Ленинградские повести, стр. 79

— Ну хорошо, райисполком… Это, как говорится, твой тактический ход. А давай попросту, без дипломатии. Что?, если часть овощей — пустяк, каких-нибудь пару-другую гектаров — перенести, например, в район Журавлихи. Неужели там нельзя осушить хоть немного? Зря земля гуляет.

— И я говорю: гуляет, — оживился Березкин, не очень-то понимающий, зачем его сюда привезли. Если из-за земли торговаться, то пусть начальство занимается этим. Его же дело — сажать овощи да убирать урожай. Он обрадовался тому, что и на его долю выпал случай вставить слово в разговор.

— Гуляет! — воскликнул Панюков. — И еще сто лет прогуляет. Если даже и осушить ее, то все равно на голом торфу — не поле. Ясно-понятно?

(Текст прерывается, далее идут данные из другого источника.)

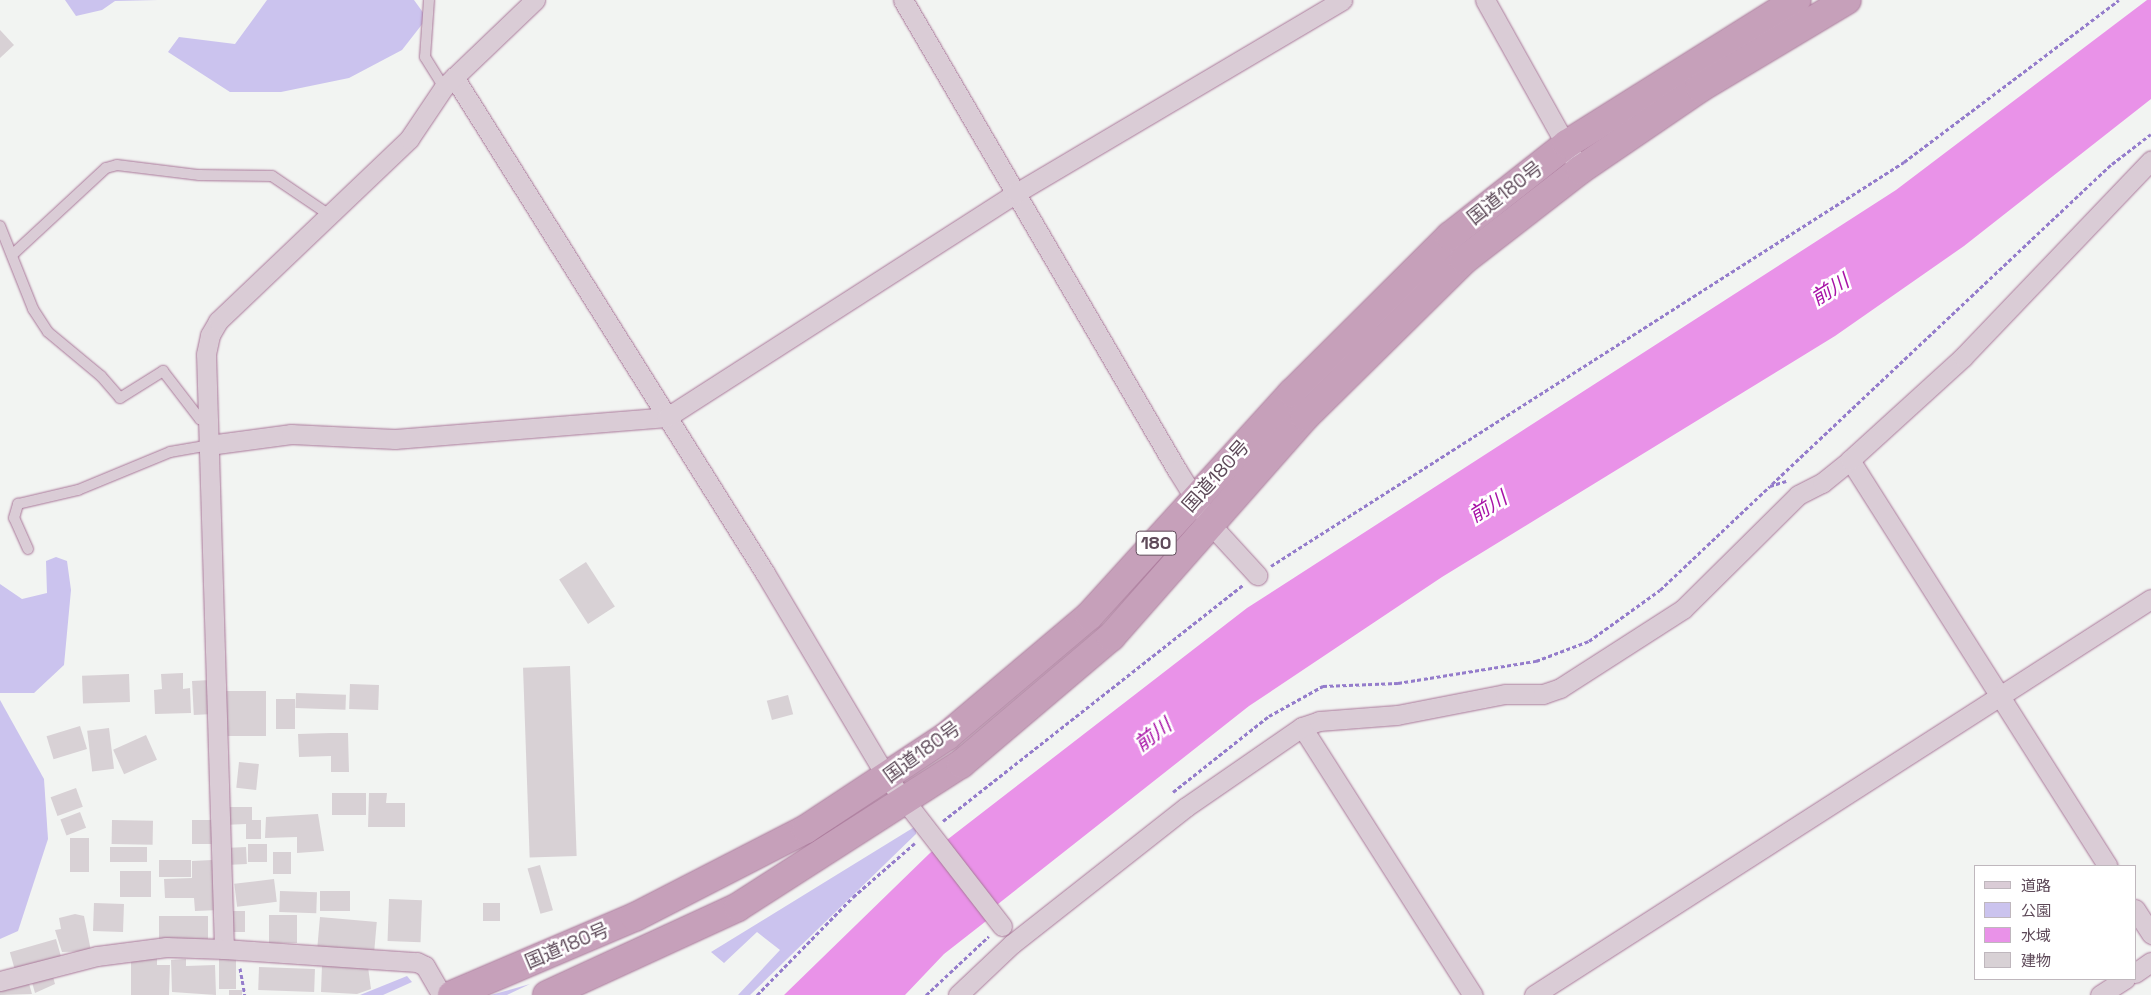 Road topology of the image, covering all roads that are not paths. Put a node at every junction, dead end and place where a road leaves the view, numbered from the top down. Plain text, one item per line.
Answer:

— Не скажи, Семен Семенович, — в присутствии начальства величая председателя по имени-отчеству, опять заговорил Березкин. — А зачем, по-твоему, мы торф возим под огород? Ты высуши только Журавлиху, а мы не сплошаем.

— Будут расти овощи, дед Степан? — спросил Антонов.

— Еще как! Ты знаешь моего свояка, Илью-то? — обращаясь к Панюкову, продолжал Березкин. — По братней жене-то, по Устьке. В Никольском который живет. У них торфы Журавлихе нашей не уступят. Ну вот, пошли мы к нему гостевать на Спаса в третьем годе перед войной. С Митей пошли, тоже со свояком, — ты его знаешь, по жениной сестре-то, по ейной, по Дарье… Дубель-кумелю он купил в кооперации. Загуляли, само собой, — дело праздничное…

— К чему ты это, дед Степан? — не выдержал Антонов.

— Погоди, к чему. Узнаешь. Дубель-то этот хоть кого, хоть быка с ног свалит. Ну а мы, как сказать, не быки. Огрузли, задурели. Глядь-поглядь — свояка нету.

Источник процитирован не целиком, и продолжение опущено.